Seattle police said robbery appeared to be the motive in the shootings. At a conference this afternoon, they said they believed the killings were not connected to any organized crime or gambling activity.
Police found only one wallet among the victims in the club, and no money was seen.
Most of the victims were found in the club's gaming room. One, who was not bound, was discovered in the club's office.
The suspects, Benjamin Ng, 20, and Kwan Mak, 22, were arrested within hours of the killings. Ng was arrested at home and Mak turned himself in, police said.
Police, who were still seeking a third suspect, said another person was questioned and released.
The two suspects in custody, both Chinese, were being held without bail. A hearing is scheduled for Tuesday.
Police learned of the killings after a passer-by found the lone survivor, Wai Chin, 62, staggering in the alley after apparently freeing himself from his bonds.
Officers pried open the doors to the club and found the others on the blood-soaked floor. "The bodies were just strewn on the floor," said Seattle police spokesman Gary Flynn.
Police Capt. Mike Slessman said the victims, most of whom were in the restaurant business, had been playing "paykyo," a gambling game using dominoes, with rules similar to blackjack. The game is popular among the clubs in Chinatown because it involves many players and usually much money.

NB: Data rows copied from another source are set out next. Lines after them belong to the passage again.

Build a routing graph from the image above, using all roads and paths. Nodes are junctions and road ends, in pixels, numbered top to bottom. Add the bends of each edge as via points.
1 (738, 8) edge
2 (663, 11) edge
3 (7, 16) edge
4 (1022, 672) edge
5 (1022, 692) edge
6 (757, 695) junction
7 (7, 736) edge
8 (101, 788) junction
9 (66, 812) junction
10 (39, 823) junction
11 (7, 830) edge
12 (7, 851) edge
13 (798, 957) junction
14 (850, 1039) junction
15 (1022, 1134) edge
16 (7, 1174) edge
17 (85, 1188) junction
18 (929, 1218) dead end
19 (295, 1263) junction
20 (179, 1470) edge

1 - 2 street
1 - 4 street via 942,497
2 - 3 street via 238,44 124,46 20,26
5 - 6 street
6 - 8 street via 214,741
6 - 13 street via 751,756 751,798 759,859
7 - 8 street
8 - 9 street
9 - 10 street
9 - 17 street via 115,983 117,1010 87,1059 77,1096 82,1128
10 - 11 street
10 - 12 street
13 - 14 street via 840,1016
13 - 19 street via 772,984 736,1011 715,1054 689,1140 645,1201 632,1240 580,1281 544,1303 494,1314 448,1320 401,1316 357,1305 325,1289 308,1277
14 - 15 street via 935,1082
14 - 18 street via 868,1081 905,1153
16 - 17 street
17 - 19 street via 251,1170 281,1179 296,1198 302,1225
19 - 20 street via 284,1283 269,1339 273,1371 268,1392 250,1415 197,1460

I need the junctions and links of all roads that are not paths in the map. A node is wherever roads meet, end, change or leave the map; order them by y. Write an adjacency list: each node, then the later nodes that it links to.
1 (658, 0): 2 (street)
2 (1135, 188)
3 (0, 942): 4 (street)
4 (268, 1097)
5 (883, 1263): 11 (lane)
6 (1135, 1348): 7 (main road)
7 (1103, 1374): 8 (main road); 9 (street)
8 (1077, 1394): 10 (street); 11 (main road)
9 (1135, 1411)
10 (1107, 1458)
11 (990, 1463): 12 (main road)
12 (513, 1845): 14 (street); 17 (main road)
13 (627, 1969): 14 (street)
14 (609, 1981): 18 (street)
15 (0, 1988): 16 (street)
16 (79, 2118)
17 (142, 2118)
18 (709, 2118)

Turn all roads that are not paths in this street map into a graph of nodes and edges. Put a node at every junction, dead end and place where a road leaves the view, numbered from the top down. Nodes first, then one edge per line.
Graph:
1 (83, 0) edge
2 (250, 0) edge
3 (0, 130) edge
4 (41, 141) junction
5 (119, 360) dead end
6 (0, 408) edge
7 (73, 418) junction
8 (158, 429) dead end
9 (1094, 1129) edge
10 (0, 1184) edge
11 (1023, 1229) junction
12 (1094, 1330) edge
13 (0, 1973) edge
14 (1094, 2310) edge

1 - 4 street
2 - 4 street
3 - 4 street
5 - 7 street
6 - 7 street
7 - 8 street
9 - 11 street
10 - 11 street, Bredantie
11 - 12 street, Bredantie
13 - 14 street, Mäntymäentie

While the sheer number of the killings stunned members of Seattle's Asian community, gambling is not new to Chinatown, and neither is violence.
Most recently, three murders in 1977 were linked with gambling. Two persons were gunned down at Seattle's China Gate Restaurant in front of other patrons, and an 87-year-old man was fatally shot in a gambling club.
The Associated Press reported today that Police Chief Patrick Fitzsimons called gambling clubs a chronic problem in Chinatown.
". . . There are chronic problems that we deal with as well as we can when the law allows," he said. ". . . If we have opportunity to take legal enforcement action, we do it. But we always have to have the evidence or the probable cause we need to get search warrants," he said.
The Wah Mee is the oldest of the gambling clubs in Chinatown, a place especially popular with many members of the Asian community during the 1950s when, under Seattle's blue laws, nightclubs were legally required to close before midnight. The club's patrons are screened through a one-way mirror before being allowed to enter. Police last raided the Wah Mee in 1972.
Today the club, located in an alley behind a grocery story, was chained and padlocked by Seattle police.